Kyle Clyde (America): Absolutely. These days, physically punishing or reprimanding a child is considered abuse rather than discipline. For example, when I was young, I was physically reprimanded often, but neither of my two younger siblings were ever physically disciplined. That is how quickly the boundaries can change.

What would you say is the difference between discipline and abuse?

Hae-lim: It is hard to draw a clear line between the two, because everyone has different experiences and opinions. What is light discipline to one person can be extreme to another. In the case of discipline, the child should realize what he or she has done wrong. The whole process of discipline becomes meaningless if the child does not understand why they are being punished.

Emily: I think a big difference lies in the parents’ intention. If a parent hits their child out of anger or annoyance, it is abuse. All kinds of discipline, physical and verbal, are meant to educate the child, not scare or hurt them. If you lash out and strike the child without explaining what they did wrong or warning them first, then it is abuse.

To what degree do you think people who witness child abuse should get involved in the situation?
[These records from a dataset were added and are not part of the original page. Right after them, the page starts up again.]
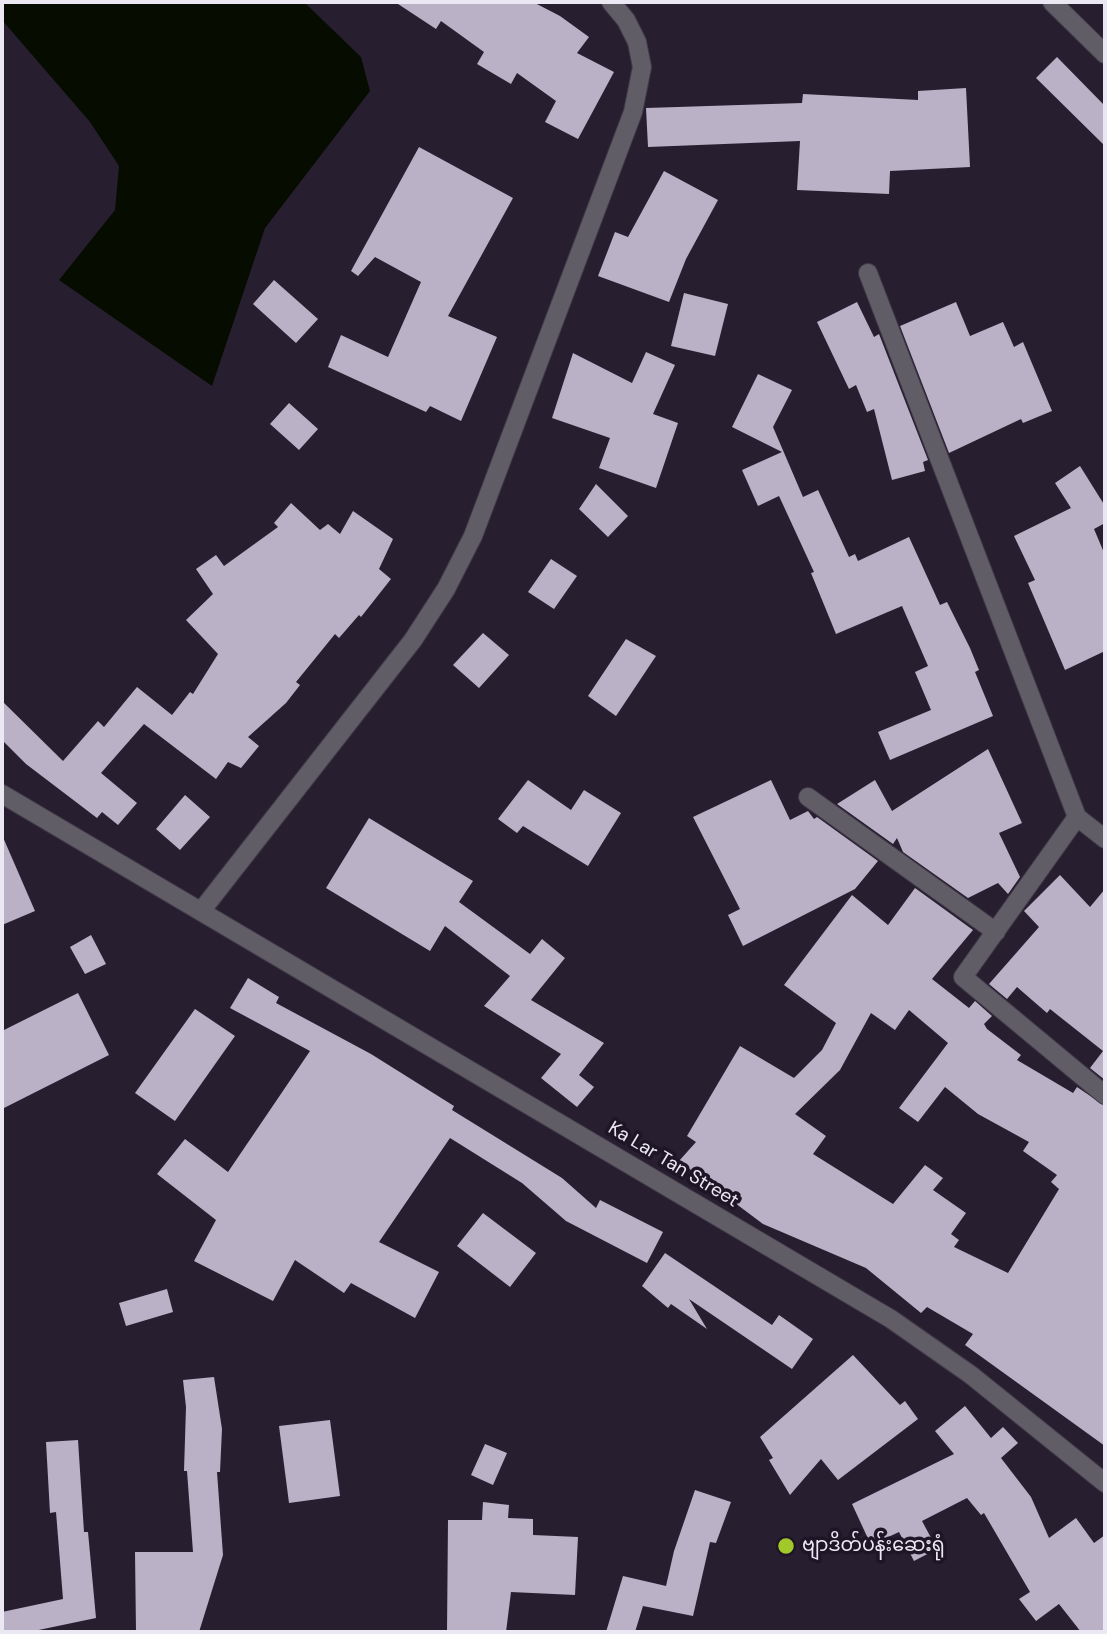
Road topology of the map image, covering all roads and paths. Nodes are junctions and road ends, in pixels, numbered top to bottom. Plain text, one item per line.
1 (611, 2) edge
2 (1052, 2) edge
3 (1105, 54) edge
4 (868, 273) dead end
5 (2, 794) edge
6 (808, 797) dead end
7 (1077, 817) junction
8 (1105, 839) edge
9 (202, 910) junction
10 (996, 932) junction
11 (1105, 1095) edge
12 (1105, 1483) edge

1 - 9 street
2 - 3 street
4 - 7 street
5 - 9 street, Ka Lar Tan Street
6 - 10 street
7 - 8 street
7 - 10 street
9 - 12 street, Ka Lar Tan Street
10 - 11 street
Kyle: If the abuse is taking place in public, I feel people should become involved if the child exhibits true signs of fear, or if the parent seems much out of line. If the abuse is evident, the community has an undeniable responsibility to protect the child.
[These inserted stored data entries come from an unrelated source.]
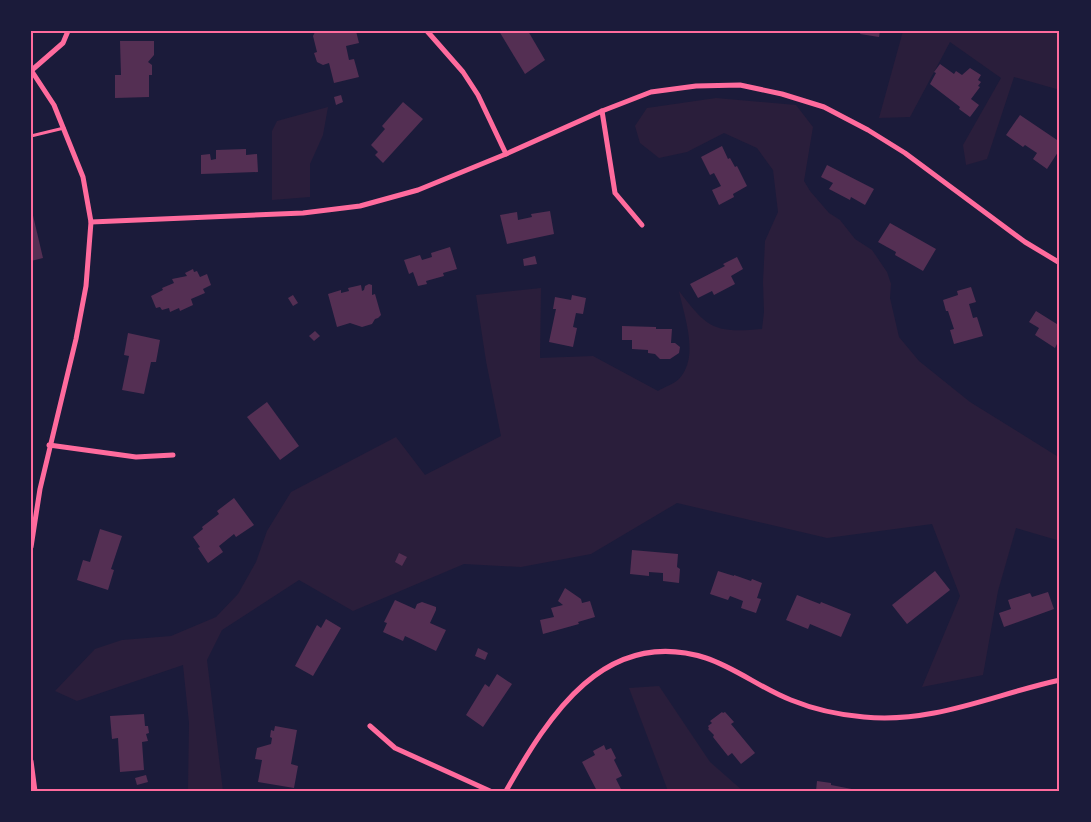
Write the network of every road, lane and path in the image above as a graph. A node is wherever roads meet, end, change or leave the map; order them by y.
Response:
1 (68, 31) edge
2 (427, 31) edge
3 (32, 70) edge
4 (602, 111) junction
5 (64, 128) junction
6 (31, 136) edge
7 (506, 154) junction
8 (91, 222) junction
9 (642, 225) dead end
10 (1060, 263) edge
11 (49, 445) junction
12 (173, 455) dead end
13 (31, 547) edge
14 (1060, 680) edge
15 (370, 726) dead end
16 (31, 761) edge
17 (35, 791) edge
18 (490, 791) edge
19 (506, 791) edge

1 - 3 street
2 - 7 street
3 - 5 street
4 - 7 street
4 - 9 street
4 - 10 street
5 - 6 lane
5 - 8 street
7 - 8 street
8 - 11 street
11 - 12 street
11 - 13 street
14 - 19 street
15 - 18 street
16 - 17 street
Farzona: These days, a lot of people have the mindset of “Someone else will help,” and they end up not doing anything even if they witness a child being abused. This is a problem. It can be scary to get involved and the abuser can react very badly, but we have to think of the safety of the children. It would be much worse if we do nothing and the situation escalates to the point where the child is seriously hurt.

Do you think the measures implemented by your government to prevent child abuse are working?

Hae-lim: I think there is room for improvement. In Korea, there are counselors at schools that are available for children to talk to in case they need help, but with so many students, the counselors are overwhelmed. They simply don’t have enough time to pay attention to everyone and help them. We need more counselors with proper education to be available for children to turn to.

Kyle: In America, if a child is hit in public, the parent will be questioned by Child Protective Services. If a child comes to school scathed, or emotionally distant, teachers are trained to report it. If a teacher punishes a student inappropriately, it will most likely make the news and the teacher will be tried with prison time.

What kind of progress would you like to see in the fight against child abuse?

Farzona: As it is hard to see what happens inside every home, I think it would be very important to give children a space where they can speak with a counselor without their parents present. Children who are abused are usually too scared to talk about it, so from a young age, speaking openly with an outsider should be encouraged and normalized. Counseling should be available to both parents and children.

Emily: The most important thing to do is to educate parents on how to properly discipline their children without it becoming abusive. There might be parents who might think they are only teaching their children how to behave, but in reality, they are causing both physical and psychological damage. It is a matter of knowing what is right and wrong.

As we can see, the difference between discipline and abuse varies greatly from person to person, as well as culture to culture. It is a difficult definition to establish, but for the sake of the well-being of future generations, every society would surely benefit from learning how to better understand and communicate with children, and raise them in a safe way.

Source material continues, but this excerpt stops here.